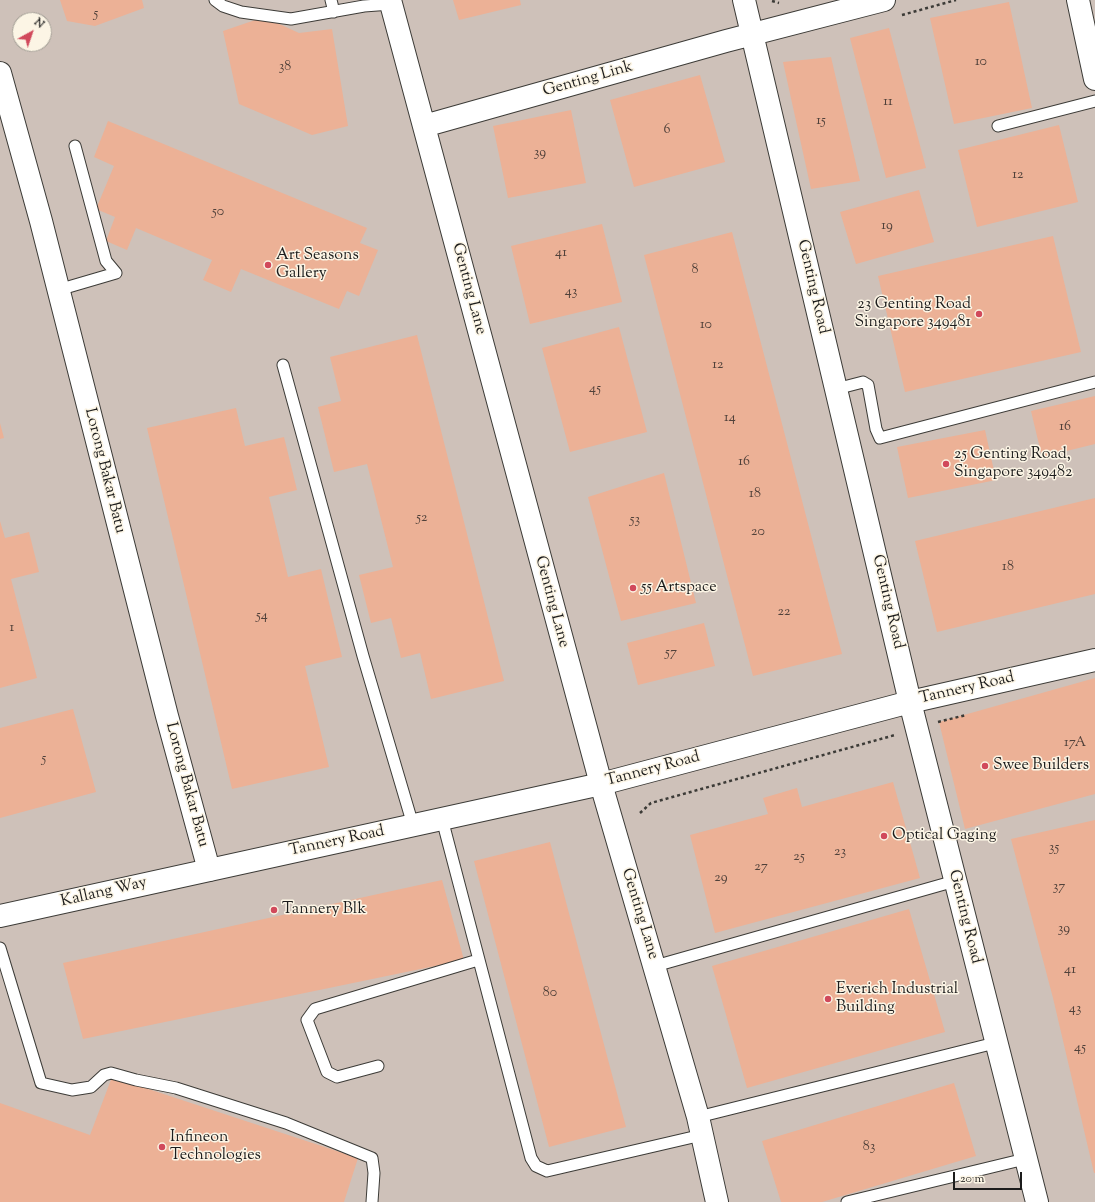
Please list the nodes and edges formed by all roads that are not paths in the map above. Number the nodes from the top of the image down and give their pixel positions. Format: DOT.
graph roads {
  1 [pos="215,0"];
  2 [pos="331,0"];
  3 [pos="744,0"];
  4 [pos="884,0"];
  5 [pos="1078,0"];
  6 [pos="390,2"];
  7 [pos="334,12"];
  8 [pos="752,34"];
  9 [pos="0,76"];
  10 [pos="1095,79"];
  11 [pos="1095,101"];
  12 [pos="424,126"];
  13 [pos="998,126"];
  14 [pos="75,146"];
  15 [pos="58,290"];
  16 [pos="283,365"];
  17 [pos="1095,382"];
  18 [pos="836,389"];
  19 [pos="1095,660"];
  20 [pos="910,702"];
  21 [pos="601,784"];
  22 [pos="442,819"];
  23 [pos="413,825"];
  24 [pos="209,870"];
  25 [pos="955,881"];
  26 [pos="0,916"];
  27 [pos="0,948"];
  28 [pos="478,960"];
  29 [pos="655,966"];
  30 [pos="995,1043"];
  31 [pos="378,1066"];
  32 [pos="700,1126"];
  33 [pos="1025,1159"];
  34 [pos="372,1202"];
  35 [pos="718,1202"];
  36 [pos="847,1202"];
  37 [pos="1037,1202"];
  1 -- 7 [label="lane"];
  2 -- 7 [label="lane"];
  3 -- 8 [label="street, Genting Road"];
  4 -- 8 [label="street, Genting Link"];
  5 -- 10 [label="street"];
  6 -- 7 [label="lane"];
  6 -- 12 [label="street, Genting Lane"];
  8 -- 12 [label="street, Genting Link"];
  8 -- 18 [label="street, Genting Road"];
  9 -- 15 [label="street, Lorong Bakar Batu"];
  11 -- 13 [label="lane"];
  12 -- 21 [label="street, Genting Lane"];
  14 -- 15 [label="lane"];
  15 -- 24 [label="street, Lorong Bakar Batu"];
  16 -- 23 [label="lane"];
  17 -- 18 [label="lane"];
  18 -- 20 [label="street, Genting Road"];
  19 -- 20 [label="street, Tannery Road"];
  20 -- 21 [label="street, Tannery Road"];
  20 -- 25 [label="street, Genting Road"];
  21 -- 22 [label="street, Tannery Road"];
  21 -- 29 [label="street, Genting Lane"];
  22 -- 23 [label="street, Tannery Road"];
  22 -- 28 [label="lane"];
  23 -- 24 [label="street, Tannery Road"];
  24 -- 26 [label="street, Kallang Way"];
  25 -- 29 [label="lane"];
  25 -- 30 [label="street, Genting Road"];
  27 -- 34 [label="lane"];
  28 -- 31 [label="lane"];
  28 -- 32 [label="lane"];
  29 -- 32 [label="street, Genting Lane"];
  30 -- 32 [label="lane"];
  30 -- 33 [label="street, Genting Road"];
  32 -- 35 [label="street, Genting Lane"];
  33 -- 36 [label="lane"];
  33 -- 37 [label="street, Genting Road"];
}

▶ [WHAT IS EXPECTED] The listing should be transcribed in full, exactly, and without its pictures.

▶ [EXERCISE SOLUTION]
Please list the nodes and edges formed by all roads that are not paths in the map above. Number the nodes from the top of the image down and give their pixel positions. Format: DOT.
graph roads {
  1 [pos="215,0"];
  2 [pos="331,0"];
  3 [pos="744,0"];
  4 [pos="884,0"];
  5 [pos="1078,0"];
  6 [pos="390,2"];
  7 [pos="334,12"];
  8 [pos="752,34"];
  9 [pos="0,76"];
  10 [pos="1095,79"];
  11 [pos="1095,101"];
  12 [pos="424,126"];
  13 [pos="998,126"];
  14 [pos="75,146"];
  15 [pos="58,290"];
  16 [pos="283,365"];
  17 [pos="1095,382"];
  18 [pos="836,389"];
  19 [pos="1095,660"];
  20 [pos="910,702"];
  21 [pos="601,784"];
  22 [pos="442,819"];
  23 [pos="413,825"];
  24 [pos="209,870"];
  25 [pos="955,881"];
  26 [pos="0,916"];
  27 [pos="0,948"];
  28 [pos="478,960"];
  29 [pos="655,966"];
  30 [pos="995,1043"];
  31 [pos="378,1066"];
  32 [pos="700,1126"];
  33 [pos="1025,1159"];
  34 [pos="372,1202"];
  35 [pos="718,1202"];
  36 [pos="847,1202"];
  37 [pos="1037,1202"];
  1 -- 7 [label="lane"];
  2 -- 7 [label="lane"];
  3 -- 8 [label="street, Genting Road"];
  4 -- 8 [label="street, Genting Link"];
  5 -- 10 [label="street"];
  6 -- 7 [label="lane"];
  6 -- 12 [label="street, Genting Lane"];
  8 -- 12 [label="street, Genting Link"];
  8 -- 18 [label="street, Genting Road"];
  9 -- 15 [label="street, Lorong Bakar Batu"];
  11 -- 13 [label="lane"];
  12 -- 21 [label="street, Genting Lane"];
  14 -- 15 [label="lane"];
  15 -- 24 [label="street, Lorong Bakar Batu"];
  16 -- 23 [label="lane"];
  17 -- 18 [label="lane"];
  18 -- 20 [label="street, Genting Road"];
  19 -- 20 [label="street, Tannery Road"];
  20 -- 21 [label="street, Tannery Road"];
  20 -- 25 [label="street, Genting Road"];
  21 -- 22 [label="street, Tannery Road"];
  21 -- 29 [label="street, Genting Lane"];
  22 -- 23 [label="street, Tannery Road"];
  22 -- 28 [label="lane"];
  23 -- 24 [label="street, Tannery Road"];
  24 -- 26 [label="street, Kallang Way"];
  25 -- 29 [label="lane"];
  25 -- 30 [label="street, Genting Road"];
  27 -- 34 [label="lane"];
  28 -- 31 [label="lane"];
  28 -- 32 [label="lane"];
  29 -- 32 [label="street, Genting Lane"];
  30 -- 32 [label="lane"];
  30 -- 33 [label="street, Genting Road"];
  32 -- 35 [label="street, Genting Lane"];
  33 -- 36 [label="lane"];
  33 -- 37 [label="street, Genting Road"];
}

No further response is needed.